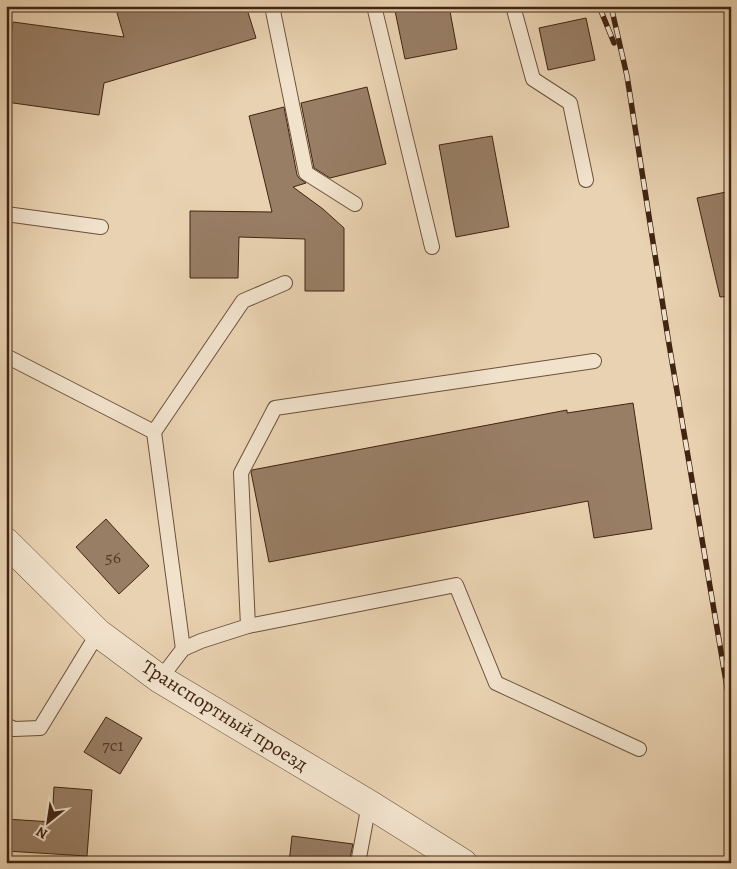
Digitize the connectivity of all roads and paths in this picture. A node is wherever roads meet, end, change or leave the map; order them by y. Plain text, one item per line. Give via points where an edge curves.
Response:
1 (272, 6) edge
2 (374, 6) edge
3 (513, 6) edge
4 (586, 180) dead end
5 (355, 204) dead end
6 (6, 214) edge
7 (101, 227) dead end
8 (432, 247) dead end
9 (285, 283) dead end
10 (6, 356) edge
11 (594, 361) dead end
12 (154, 432) junction
13 (6, 542) edge
14 (248, 626) junction
15 (98, 633) junction
16 (184, 649) junction
17 (160, 678) junction
18 (6, 725) edge
19 (639, 748) dead end
20 (369, 804) junction
21 (358, 863) edge
22 (463, 863) edge

1 - 5 lane via 306,173
2 - 8 lane
3 - 4 lane via 533,78 570,103
6 - 7 lane
9 - 12 lane via 243,301
10 - 12 lane
11 - 14 lane via 276,408 241,473
12 - 16 lane
13 - 15 street, Транспортный проезд
14 - 16 lane
14 - 19 lane via 456,585 496,683
15 - 17 street, Транспортный проезд
15 - 18 lane via 40,728 14,729
16 - 17 lane
17 - 20 street, Транспортный проезд
20 - 21 lane
20 - 22 street, Транспортный проезд

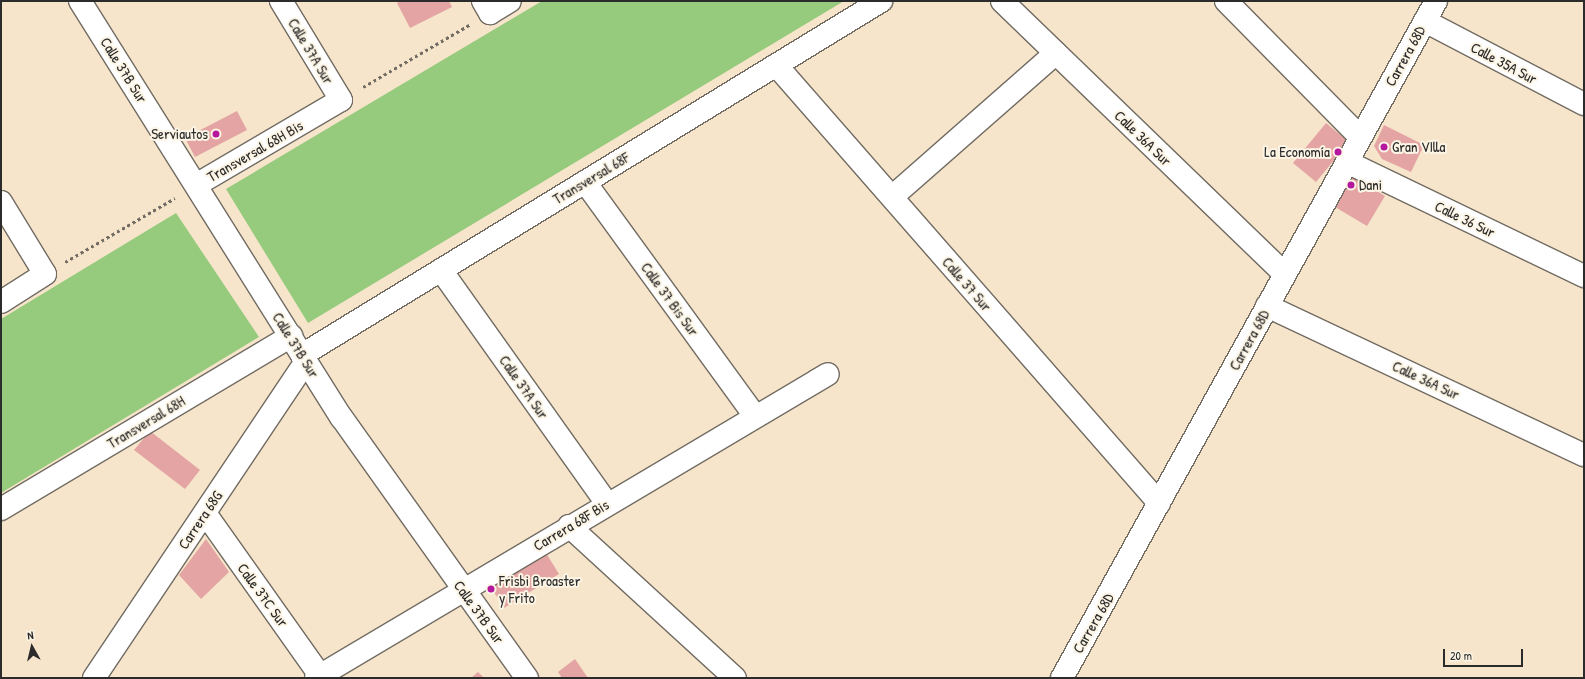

= = = = =

All entries should be reproduced exactly; no picture belongs in the result.

Digitize the connectivity of all roads and paths in this picture. A node is wherever roads meet, end, change or leave the map; order them by y. Plain text, one item per line. Give via points where an edge curves.
Response:
1 (272, 6) edge
2 (374, 6) edge
3 (513, 6) edge
4 (586, 180) dead end
5 (355, 204) dead end
6 (6, 214) edge
7 (101, 227) dead end
8 (432, 247) dead end
9 (285, 283) dead end
10 (6, 356) edge
11 (594, 361) dead end
12 (154, 432) junction
13 (6, 542) edge
14 (248, 626) junction
15 (98, 633) junction
16 (184, 649) junction
17 (160, 678) junction
18 (6, 725) edge
19 (639, 748) dead end
20 (369, 804) junction
21 (358, 863) edge
22 (463, 863) edge

1 - 5 lane via 306,173
2 - 8 lane
3 - 4 lane via 533,78 570,103
6 - 7 lane
9 - 12 lane via 243,301
10 - 12 lane
11 - 14 lane via 276,408 241,473
12 - 16 lane
13 - 15 street, Транспортный проезд
14 - 16 lane
14 - 19 lane via 456,585 496,683
15 - 17 street, Транспортный проезд
15 - 18 lane via 40,728 14,729
16 - 17 lane
17 - 20 street, Транспортный проезд
20 - 21 lane
20 - 22 street, Транспортный проезд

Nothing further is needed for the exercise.